We can briefly evaluate this sensing difficulty that arises from the large base self-capacitance and its mismatch with the electrical parameters for our design target TSP, considering specific details are withheld due to the confidentiality of the TSP manufacturer. For the RX electrodes, its base self-capacitance, $C_p$, is approximately 280 $\mathrm{p}$$\mathrm{F}$, while its variation by touch, $\Delta C_p$, is only about 40 $\mathrm{f}$$\mathrm{F}$. In other words, the single-ended SCS system should be able to sense around 0.014% variation of $C_p$. For the fully-differential SCS system, this large base $C_p$ is removed naturally. However, the self-capacitance mismatch should be considered, which is caused by the TSP fabrication mismatch and the curvature on the display edge. For the RX electrode of our design target TSP, this $C_p$ mismatch can be up to 12%, resulting in a maximum $33.6$ $\mathrm{p}$$\mathrm{F}$ $C_p$ difference. This mismatch is still 840 times larger than $\Delta C_p$, even after much of the base $C_p$ is removed by the fully-differential operation. Thus, the self-capacitance mismatch could limit the touch system signal-to-noise ratio (SNR) or, even worse, saturate the AFE and make the SCS system unable to detect touch action.
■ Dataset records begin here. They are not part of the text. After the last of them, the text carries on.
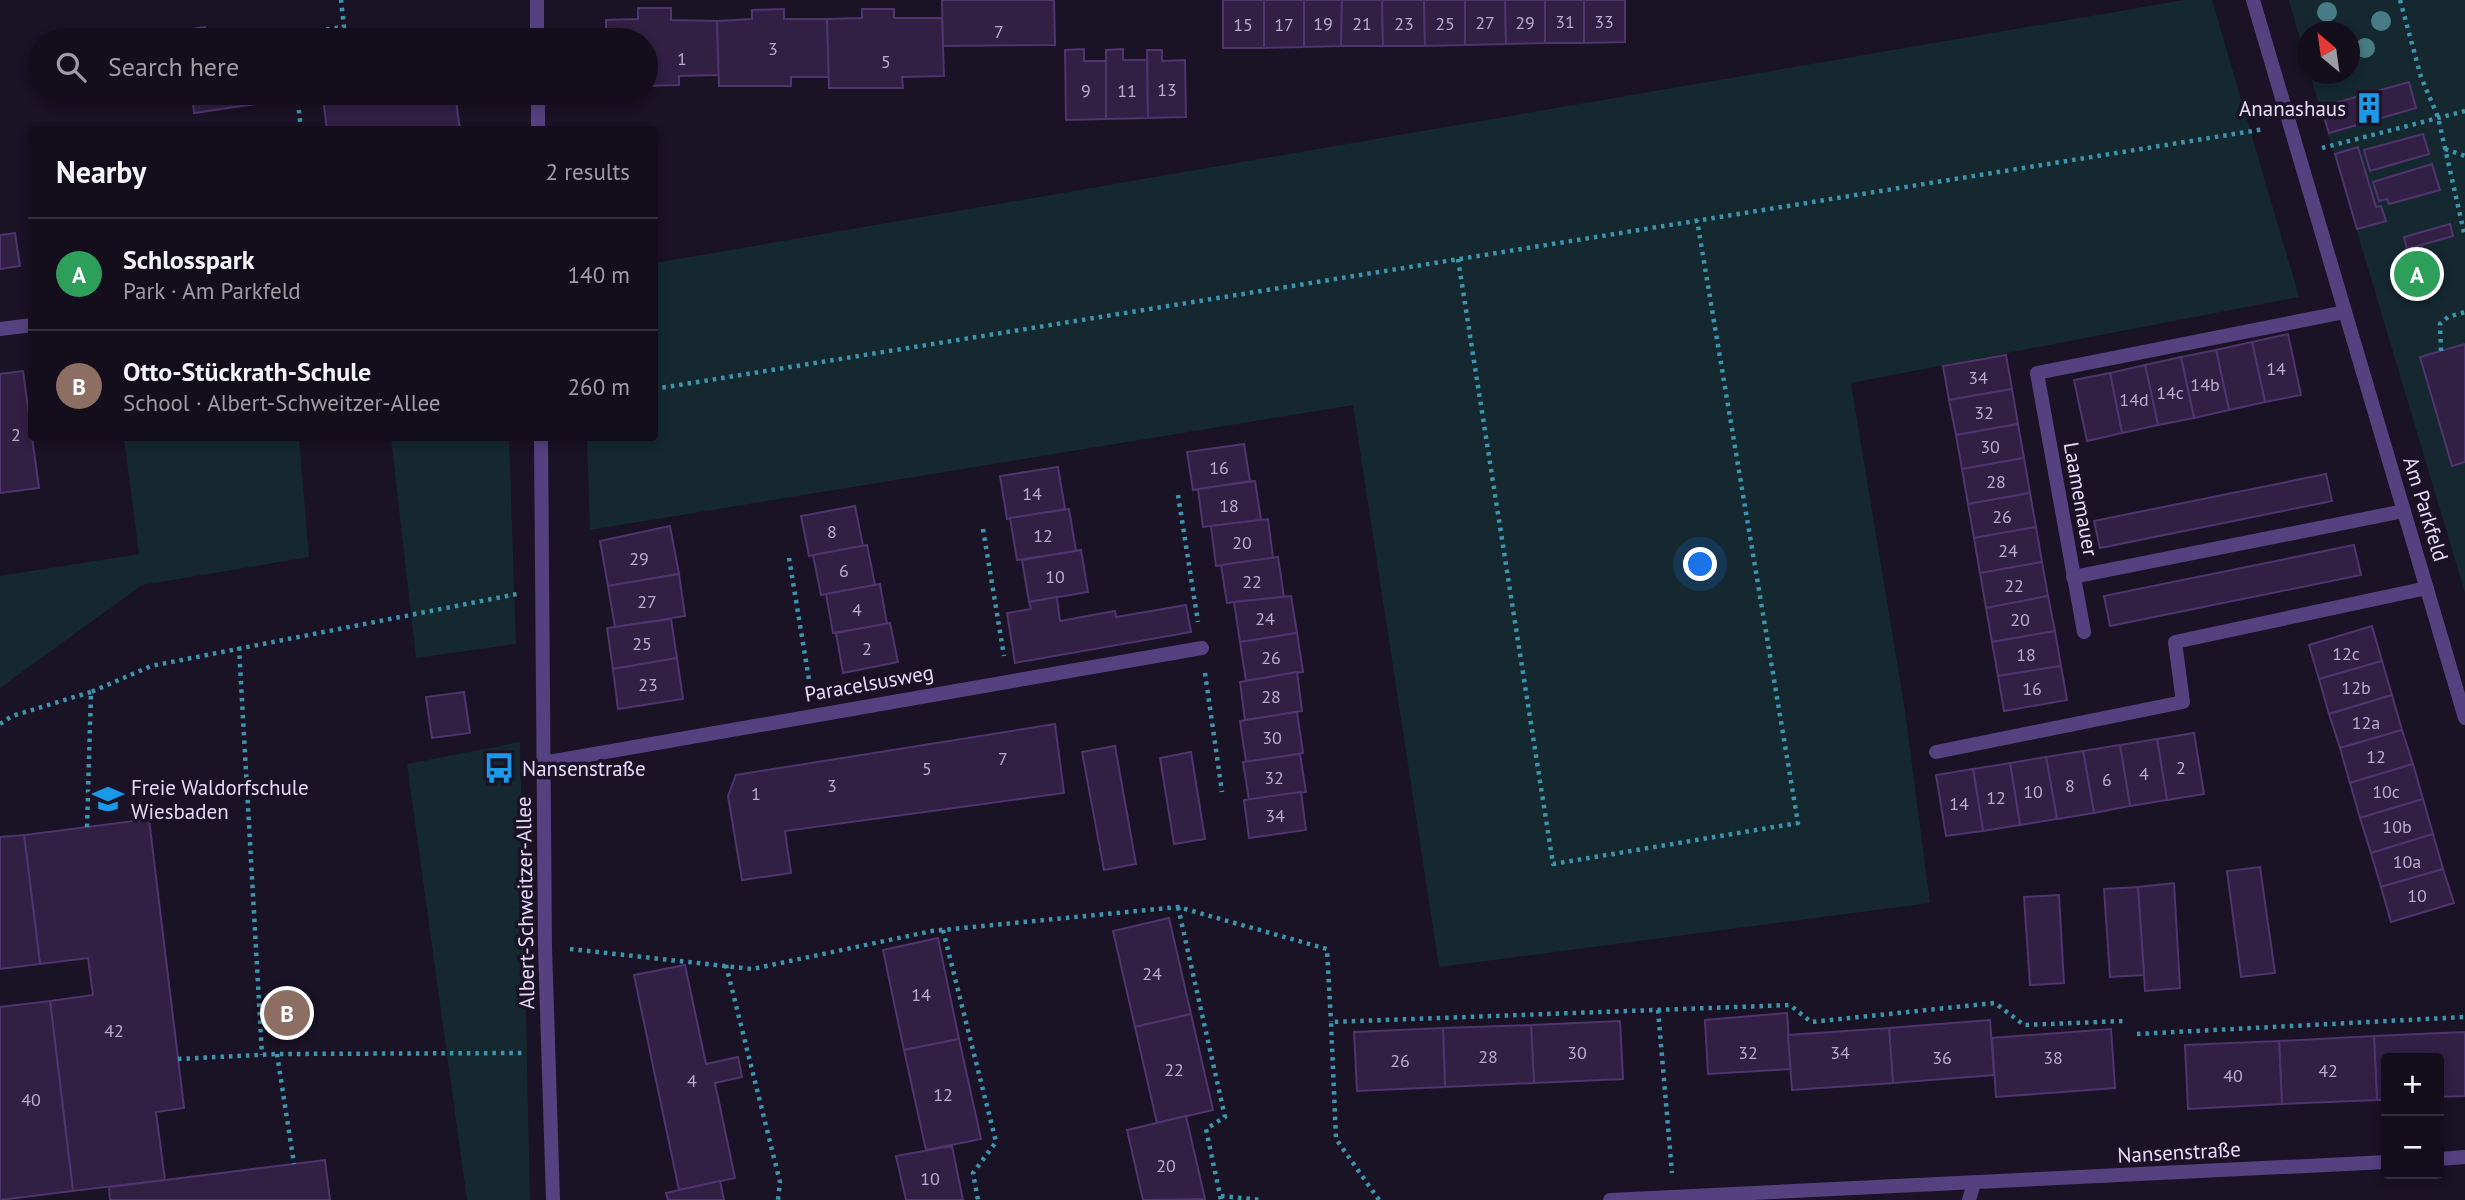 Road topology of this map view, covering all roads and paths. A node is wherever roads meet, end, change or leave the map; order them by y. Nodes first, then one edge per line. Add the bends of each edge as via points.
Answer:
1 (341, 0) edge
2 (537, 0) edge
3 (2253, 0) edge
4 (2400, 0) edge
5 (336, 28) edge
6 (537, 28) edge
7 (298, 105) edge
8 (538, 105) edge
9 (2465, 111) edge
10 (2438, 117) junction
11 (2290, 124) junction
12 (301, 126) edge
13 (538, 126) edge
14 (2445, 149) junction
15 (2298, 155) junction
16 (2465, 156) edge
17 (1697, 220) junction
18 (2465, 237) edge
19 (1458, 260) junction
20 (2345, 312) junction
21 (2465, 312) edge
22 (28, 326) edge
23 (0, 329) edge
24 (2441, 351) dead end
25 (658, 387) edge
26 (541, 441) edge
27 (1178, 495) dead end
28 (2404, 511) junction
29 (984, 529) dead end
30 (789, 558) dead end
31 (2073, 577) junction
32 (542, 588) junction
33 (2427, 588) junction
34 (2084, 632) dead end
35 (239, 647) junction
36 (1202, 648) junction
37 (1008, 681) junction
38 (2460, 681) edge
39 (92, 692) junction
40 (815, 713) junction
41 (0, 715) edge
42 (12, 716) junction
43 (2465, 718) edge
44 (0, 724) edge
45 (1936, 752) dead end
46 (543, 763) junction
47 (1222, 792) dead end
48 (87, 827) dead end
49 (1178, 907) junction
50 (943, 930) junction
51 (545, 947) junction
52 (726, 965) junction
53 (1658, 1010) junction
54 (2465, 1017) edge
55 (2123, 1021) dead end
56 (1331, 1022) junction
57 (2137, 1034) dead end
58 (550, 1053) junction
59 (277, 1054) junction
60 (262, 1055) junction
61 (178, 1059) dead end
62 (2465, 1157) edge
63 (2444, 1159) edge
64 (2381, 1162) edge
65 (294, 1164) dead end
66 (1974, 1183) junction
67 (1674, 1197) junction
68 (1221, 1198) edge
69 (552, 1200) edge
70 (778, 1200) edge
71 (978, 1200) edge
72 (1262, 1200) edge
73 (1379, 1200) edge
74 (1610, 1200) edge
75 (1969, 1200) edge

1 - 5 path via 344,27
2 - 6 street
3 - 11 street, Am Parkfeld
4 - 10 path via 2421,77
7 - 12 path
8 - 13 street
9 - 10 path
10 - 14 path
10 - 15 path
11 - 15 street, Am Parkfeld
11 - 17 path
14 - 16 path
14 - 18 path
15 - 20 street, Am Parkfeld
17 - 19 path
17 - 19 path via 1798,823 1662,846 1553,864
19 - 25 path
20 - 28 street, Am Parkfeld
20 - 31 street, Laamemauer via 2037,373
21 - 24 path via 2440,324
22 - 23 street
26 - 32 street, Albert-Schweitzer-Allee
27 - 36 path
28 - 31 street
28 - 33 street, Am Parkfeld
29 - 37 path
30 - 40 path
31 - 34 street, Laamemauer
32 - 35 path
32 - 46 street, Albert-Schweitzer-Allee
33 - 38 street, Am Parkfeld
33 - 45 street via 2175,642 2183,702
35 - 39 path via 151,666
35 - 60 path
36 - 37 street, Paracelsusweg
36 - 47 path
37 - 40 street, Paracelsusweg
38 - 43 street, Am Parkfeld
39 - 42 path
39 - 48 path
40 - 46 street, Paracelsusweg
41 - 42 path
42 - 44 path
46 - 51 street, Albert-Schweitzer-Allee
49 - 50 path
49 - 56 path via 1327,949
49 - 68 path via 1225,1117 1206,1129
50 - 52 path via 752,969
50 - 71 path via 996,1142 973,1173
51 - 52 path
51 - 58 street, Albert-Schweitzer-Allee
52 - 70 path via 779,1182
53 - 55 path via 1790,1005 1811,1023 1995,1003 2024,1025
53 - 56 path
53 - 67 path
54 - 57 path
56 - 73 path via 1336,1139
58 - 59 path
58 - 69 street, Albert-Schweitzer-Allee
59 - 60 path
59 - 65 path
60 - 61 path
62 - 63 street
64 - 66 street, Nansenstraße
66 - 67 street, Nansenstraße
66 - 75 street
67 - 74 street, Nansenstraße
68 - 72 path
We present the self-capacitance mismatch calibration technique for the fully-differential SCS system. By adjusting the driving strength and input resistance for each fully-differential input, the proposed system reduces the RX AFE output offset induced by the self-capacitance mismatch. Therefore, the SNR of the proposed TSP SCS system can be restored without consuming excessive power and die area.

The remainder of this paper is organized as follows: Section 2 explains the output offset generation mechanism due to the self-capacitance mismatch. Section 3 presents the proposed self-capacitance calibration. Section 4 describes the implementation of the proposed TSP SCS system, including the proposed calibration. Section 5 presents the results. Section 6 concludes this paper.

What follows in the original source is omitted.